===== RECORDS PROVIDED

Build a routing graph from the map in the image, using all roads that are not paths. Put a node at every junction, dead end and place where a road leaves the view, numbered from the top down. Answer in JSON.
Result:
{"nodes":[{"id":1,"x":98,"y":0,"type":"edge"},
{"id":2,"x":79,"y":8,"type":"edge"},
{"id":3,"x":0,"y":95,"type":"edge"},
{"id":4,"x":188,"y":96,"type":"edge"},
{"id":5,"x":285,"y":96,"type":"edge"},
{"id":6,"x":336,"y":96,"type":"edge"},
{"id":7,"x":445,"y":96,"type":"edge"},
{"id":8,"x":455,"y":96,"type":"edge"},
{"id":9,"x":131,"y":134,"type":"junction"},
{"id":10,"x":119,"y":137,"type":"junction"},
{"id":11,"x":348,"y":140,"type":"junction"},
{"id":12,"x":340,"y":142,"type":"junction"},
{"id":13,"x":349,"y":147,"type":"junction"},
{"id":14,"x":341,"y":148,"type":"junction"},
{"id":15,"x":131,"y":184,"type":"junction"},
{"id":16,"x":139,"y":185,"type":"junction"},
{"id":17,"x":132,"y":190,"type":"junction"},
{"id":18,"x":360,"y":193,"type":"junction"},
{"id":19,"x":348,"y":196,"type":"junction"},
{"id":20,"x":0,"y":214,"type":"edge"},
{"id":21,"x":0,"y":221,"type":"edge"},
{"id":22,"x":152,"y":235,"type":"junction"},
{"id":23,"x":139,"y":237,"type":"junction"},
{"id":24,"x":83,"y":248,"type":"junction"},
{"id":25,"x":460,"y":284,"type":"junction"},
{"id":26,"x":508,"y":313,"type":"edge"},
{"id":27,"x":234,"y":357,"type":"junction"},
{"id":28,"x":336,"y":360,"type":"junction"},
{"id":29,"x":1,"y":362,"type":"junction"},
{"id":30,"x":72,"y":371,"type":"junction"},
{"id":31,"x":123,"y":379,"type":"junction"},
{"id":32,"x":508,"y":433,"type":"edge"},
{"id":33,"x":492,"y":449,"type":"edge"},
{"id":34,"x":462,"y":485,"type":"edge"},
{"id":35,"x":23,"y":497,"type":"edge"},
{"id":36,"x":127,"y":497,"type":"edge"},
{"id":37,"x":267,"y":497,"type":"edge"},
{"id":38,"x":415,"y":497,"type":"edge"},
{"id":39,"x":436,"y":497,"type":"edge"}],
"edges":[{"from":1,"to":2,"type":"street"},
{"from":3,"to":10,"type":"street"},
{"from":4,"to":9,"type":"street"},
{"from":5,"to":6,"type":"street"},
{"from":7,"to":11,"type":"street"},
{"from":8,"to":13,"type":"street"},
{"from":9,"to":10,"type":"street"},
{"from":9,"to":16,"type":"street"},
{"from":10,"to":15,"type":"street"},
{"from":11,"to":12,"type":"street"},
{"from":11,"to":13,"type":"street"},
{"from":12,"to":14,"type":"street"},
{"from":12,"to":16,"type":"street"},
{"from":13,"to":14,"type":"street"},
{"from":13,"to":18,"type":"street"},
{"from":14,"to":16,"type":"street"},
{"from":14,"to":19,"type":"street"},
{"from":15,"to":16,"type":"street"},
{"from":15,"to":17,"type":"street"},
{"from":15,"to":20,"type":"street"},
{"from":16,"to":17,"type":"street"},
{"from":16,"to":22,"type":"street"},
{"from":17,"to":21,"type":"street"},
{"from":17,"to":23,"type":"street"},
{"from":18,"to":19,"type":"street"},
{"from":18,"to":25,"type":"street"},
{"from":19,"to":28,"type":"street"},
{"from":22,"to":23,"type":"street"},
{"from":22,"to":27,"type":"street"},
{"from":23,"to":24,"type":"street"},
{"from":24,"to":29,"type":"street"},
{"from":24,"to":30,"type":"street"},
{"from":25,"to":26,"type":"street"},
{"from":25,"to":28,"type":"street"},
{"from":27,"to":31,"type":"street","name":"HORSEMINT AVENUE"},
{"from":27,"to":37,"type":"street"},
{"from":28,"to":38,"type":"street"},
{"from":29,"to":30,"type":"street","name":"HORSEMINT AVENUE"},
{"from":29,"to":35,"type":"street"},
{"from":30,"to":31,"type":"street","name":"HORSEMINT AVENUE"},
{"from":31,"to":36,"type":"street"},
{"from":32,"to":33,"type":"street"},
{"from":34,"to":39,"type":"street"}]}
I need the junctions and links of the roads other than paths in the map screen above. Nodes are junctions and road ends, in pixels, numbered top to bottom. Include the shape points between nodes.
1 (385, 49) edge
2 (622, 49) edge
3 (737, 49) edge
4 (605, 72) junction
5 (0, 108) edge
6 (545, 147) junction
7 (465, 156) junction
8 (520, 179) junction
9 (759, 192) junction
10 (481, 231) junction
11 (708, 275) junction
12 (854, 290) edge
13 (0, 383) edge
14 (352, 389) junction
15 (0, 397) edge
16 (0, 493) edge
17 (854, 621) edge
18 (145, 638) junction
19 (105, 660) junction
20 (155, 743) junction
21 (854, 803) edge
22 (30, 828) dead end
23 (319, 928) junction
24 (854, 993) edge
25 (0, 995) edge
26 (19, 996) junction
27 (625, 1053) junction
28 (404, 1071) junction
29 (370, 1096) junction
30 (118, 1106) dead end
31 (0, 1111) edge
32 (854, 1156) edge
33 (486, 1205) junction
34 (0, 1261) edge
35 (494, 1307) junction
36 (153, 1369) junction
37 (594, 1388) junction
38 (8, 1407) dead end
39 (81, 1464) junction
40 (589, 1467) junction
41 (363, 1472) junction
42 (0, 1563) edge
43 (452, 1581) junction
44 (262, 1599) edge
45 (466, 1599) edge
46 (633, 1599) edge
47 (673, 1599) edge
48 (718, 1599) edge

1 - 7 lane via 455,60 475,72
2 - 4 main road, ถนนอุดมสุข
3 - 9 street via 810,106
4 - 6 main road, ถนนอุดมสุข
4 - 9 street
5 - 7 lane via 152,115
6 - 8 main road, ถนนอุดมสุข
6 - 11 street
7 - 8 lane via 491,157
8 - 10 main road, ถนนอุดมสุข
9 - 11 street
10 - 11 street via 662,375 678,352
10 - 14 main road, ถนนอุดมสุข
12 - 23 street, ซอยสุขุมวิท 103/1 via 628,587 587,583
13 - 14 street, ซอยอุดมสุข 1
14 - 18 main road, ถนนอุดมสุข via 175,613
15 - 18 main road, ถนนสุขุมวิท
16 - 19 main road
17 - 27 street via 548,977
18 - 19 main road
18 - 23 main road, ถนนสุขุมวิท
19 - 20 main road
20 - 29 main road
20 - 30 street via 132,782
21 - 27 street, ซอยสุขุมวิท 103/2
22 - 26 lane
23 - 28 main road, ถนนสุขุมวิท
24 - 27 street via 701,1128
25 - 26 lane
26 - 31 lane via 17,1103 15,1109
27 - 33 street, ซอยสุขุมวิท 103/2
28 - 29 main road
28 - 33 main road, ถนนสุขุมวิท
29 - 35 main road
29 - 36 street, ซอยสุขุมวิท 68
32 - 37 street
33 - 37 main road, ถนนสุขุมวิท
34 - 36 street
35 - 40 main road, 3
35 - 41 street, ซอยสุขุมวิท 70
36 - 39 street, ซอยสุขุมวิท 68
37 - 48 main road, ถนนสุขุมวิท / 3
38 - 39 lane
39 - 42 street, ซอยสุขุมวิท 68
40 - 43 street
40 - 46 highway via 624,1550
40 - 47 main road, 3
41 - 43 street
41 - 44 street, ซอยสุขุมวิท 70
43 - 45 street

==========

### BRIEF
Write out the records in full, word for word.

### REPLY TO THE TASK
Build a routing graph from the map in the image, using all roads that are not paths. Put a node at every junction, dead end and place where a road leaves the view, numbered from the top down. Answer in JSON.
Result:
{"nodes":[{"id":1,"x":98,"y":0,"type":"edge"},
{"id":2,"x":79,"y":8,"type":"edge"},
{"id":3,"x":0,"y":95,"type":"edge"},
{"id":4,"x":188,"y":96,"type":"edge"},
{"id":5,"x":285,"y":96,"type":"edge"},
{"id":6,"x":336,"y":96,"type":"edge"},
{"id":7,"x":445,"y":96,"type":"edge"},
{"id":8,"x":455,"y":96,"type":"edge"},
{"id":9,"x":131,"y":134,"type":"junction"},
{"id":10,"x":119,"y":137,"type":"junction"},
{"id":11,"x":348,"y":140,"type":"junction"},
{"id":12,"x":340,"y":142,"type":"junction"},
{"id":13,"x":349,"y":147,"type":"junction"},
{"id":14,"x":341,"y":148,"type":"junction"},
{"id":15,"x":131,"y":184,"type":"junction"},
{"id":16,"x":139,"y":185,"type":"junction"},
{"id":17,"x":132,"y":190,"type":"junction"},
{"id":18,"x":360,"y":193,"type":"junction"},
{"id":19,"x":348,"y":196,"type":"junction"},
{"id":20,"x":0,"y":214,"type":"edge"},
{"id":21,"x":0,"y":221,"type":"edge"},
{"id":22,"x":152,"y":235,"type":"junction"},
{"id":23,"x":139,"y":237,"type":"junction"},
{"id":24,"x":83,"y":248,"type":"junction"},
{"id":25,"x":460,"y":284,"type":"junction"},
{"id":26,"x":508,"y":313,"type":"edge"},
{"id":27,"x":234,"y":357,"type":"junction"},
{"id":28,"x":336,"y":360,"type":"junction"},
{"id":29,"x":1,"y":362,"type":"junction"},
{"id":30,"x":72,"y":371,"type":"junction"},
{"id":31,"x":123,"y":379,"type":"junction"},
{"id":32,"x":508,"y":433,"type":"edge"},
{"id":33,"x":492,"y":449,"type":"edge"},
{"id":34,"x":462,"y":485,"type":"edge"},
{"id":35,"x":23,"y":497,"type":"edge"},
{"id":36,"x":127,"y":497,"type":"edge"},
{"id":37,"x":267,"y":497,"type":"edge"},
{"id":38,"x":415,"y":497,"type":"edge"},
{"id":39,"x":436,"y":497,"type":"edge"}],
"edges":[{"from":1,"to":2,"type":"street"},
{"from":3,"to":10,"type":"street"},
{"from":4,"to":9,"type":"street"},
{"from":5,"to":6,"type":"street"},
{"from":7,"to":11,"type":"street"},
{"from":8,"to":13,"type":"street"},
{"from":9,"to":10,"type":"street"},
{"from":9,"to":16,"type":"street"},
{"from":10,"to":15,"type":"street"},
{"from":11,"to":12,"type":"street"},
{"from":11,"to":13,"type":"street"},
{"from":12,"to":14,"type":"street"},
{"from":12,"to":16,"type":"street"},
{"from":13,"to":14,"type":"street"},
{"from":13,"to":18,"type":"street"},
{"from":14,"to":16,"type":"street"},
{"from":14,"to":19,"type":"street"},
{"from":15,"to":16,"type":"street"},
{"from":15,"to":17,"type":"street"},
{"from":15,"to":20,"type":"street"},
{"from":16,"to":17,"type":"street"},
{"from":16,"to":22,"type":"street"},
{"from":17,"to":21,"type":"street"},
{"from":17,"to":23,"type":"street"},
{"from":18,"to":19,"type":"street"},
{"from":18,"to":25,"type":"street"},
{"from":19,"to":28,"type":"street"},
{"from":22,"to":23,"type":"street"},
{"from":22,"to":27,"type":"street"},
{"from":23,"to":24,"type":"street"},
{"from":24,"to":29,"type":"street"},
{"from":24,"to":30,"type":"street"},
{"from":25,"to":26,"type":"street"},
{"from":25,"to":28,"type":"street"},
{"from":27,"to":31,"type":"street","name":"HORSEMINT AVENUE"},
{"from":27,"to":37,"type":"street"},
{"from":28,"to":38,"type":"street"},
{"from":29,"to":30,"type":"street","name":"HORSEMINT AVENUE"},
{"from":29,"to":35,"type":"street"},
{"from":30,"to":31,"type":"street","name":"HORSEMINT AVENUE"},
{"from":31,"to":36,"type":"street"},
{"from":32,"to":33,"type":"street"},
{"from":34,"to":39,"type":"street"}]}
I need the junctions and links of the roads other than paths in the map screen above. Nodes are junctions and road ends, in pixels, numbered top to bottom. Include the shape points between nodes.
1 (385, 49) edge
2 (622, 49) edge
3 (737, 49) edge
4 (605, 72) junction
5 (0, 108) edge
6 (545, 147) junction
7 (465, 156) junction
8 (520, 179) junction
9 (759, 192) junction
10 (481, 231) junction
11 (708, 275) junction
12 (854, 290) edge
13 (0, 383) edge
14 (352, 389) junction
15 (0, 397) edge
16 (0, 493) edge
17 (854, 621) edge
18 (145, 638) junction
19 (105, 660) junction
20 (155, 743) junction
21 (854, 803) edge
22 (30, 828) dead end
23 (319, 928) junction
24 (854, 993) edge
25 (0, 995) edge
26 (19, 996) junction
27 (625, 1053) junction
28 (404, 1071) junction
29 (370, 1096) junction
30 (118, 1106) dead end
31 (0, 1111) edge
32 (854, 1156) edge
33 (486, 1205) junction
34 (0, 1261) edge
35 (494, 1307) junction
36 (153, 1369) junction
37 (594, 1388) junction
38 (8, 1407) dead end
39 (81, 1464) junction
40 (589, 1467) junction
41 (363, 1472) junction
42 (0, 1563) edge
43 (452, 1581) junction
44 (262, 1599) edge
45 (466, 1599) edge
46 (633, 1599) edge
47 (673, 1599) edge
48 (718, 1599) edge

1 - 7 lane via 455,60 475,72
2 - 4 main road, ถนนอุดมสุข
3 - 9 street via 810,106
4 - 6 main road, ถนนอุดมสุข
4 - 9 street
5 - 7 lane via 152,115
6 - 8 main road, ถนนอุดมสุข
6 - 11 street
7 - 8 lane via 491,157
8 - 10 main road, ถนนอุดมสุข
9 - 11 street
10 - 11 street via 662,375 678,352
10 - 14 main road, ถนนอุดมสุข
12 - 23 street, ซอยสุขุมวิท 103/1 via 628,587 587,583
13 - 14 street, ซอยอุดมสุข 1
14 - 18 main road, ถนนอุดมสุข via 175,613
15 - 18 main road, ถนนสุขุมวิท
16 - 19 main road
17 - 27 street via 548,977
18 - 19 main road
18 - 23 main road, ถนนสุขุมวิท
19 - 20 main road
20 - 29 main road
20 - 30 street via 132,782
21 - 27 street, ซอยสุขุมวิท 103/2
22 - 26 lane
23 - 28 main road, ถนนสุขุมวิท
24 - 27 street via 701,1128
25 - 26 lane
26 - 31 lane via 17,1103 15,1109
27 - 33 street, ซอยสุขุมวิท 103/2
28 - 29 main road
28 - 33 main road, ถนนสุขุมวิท
29 - 35 main road
29 - 36 street, ซอยสุขุมวิท 68
32 - 37 street
33 - 37 main road, ถนนสุขุมวิท
34 - 36 street
35 - 40 main road, 3
35 - 41 street, ซอยสุขุมวิท 70
36 - 39 street, ซอยสุขุมวิท 68
37 - 48 main road, ถนนสุขุมวิท / 3
38 - 39 lane
39 - 42 street, ซอยสุขุมวิท 68
40 - 43 street
40 - 46 highway via 624,1550
40 - 47 main road, 3
41 - 43 street
41 - 44 street, ซอยสุขุมวิท 70
43 - 45 street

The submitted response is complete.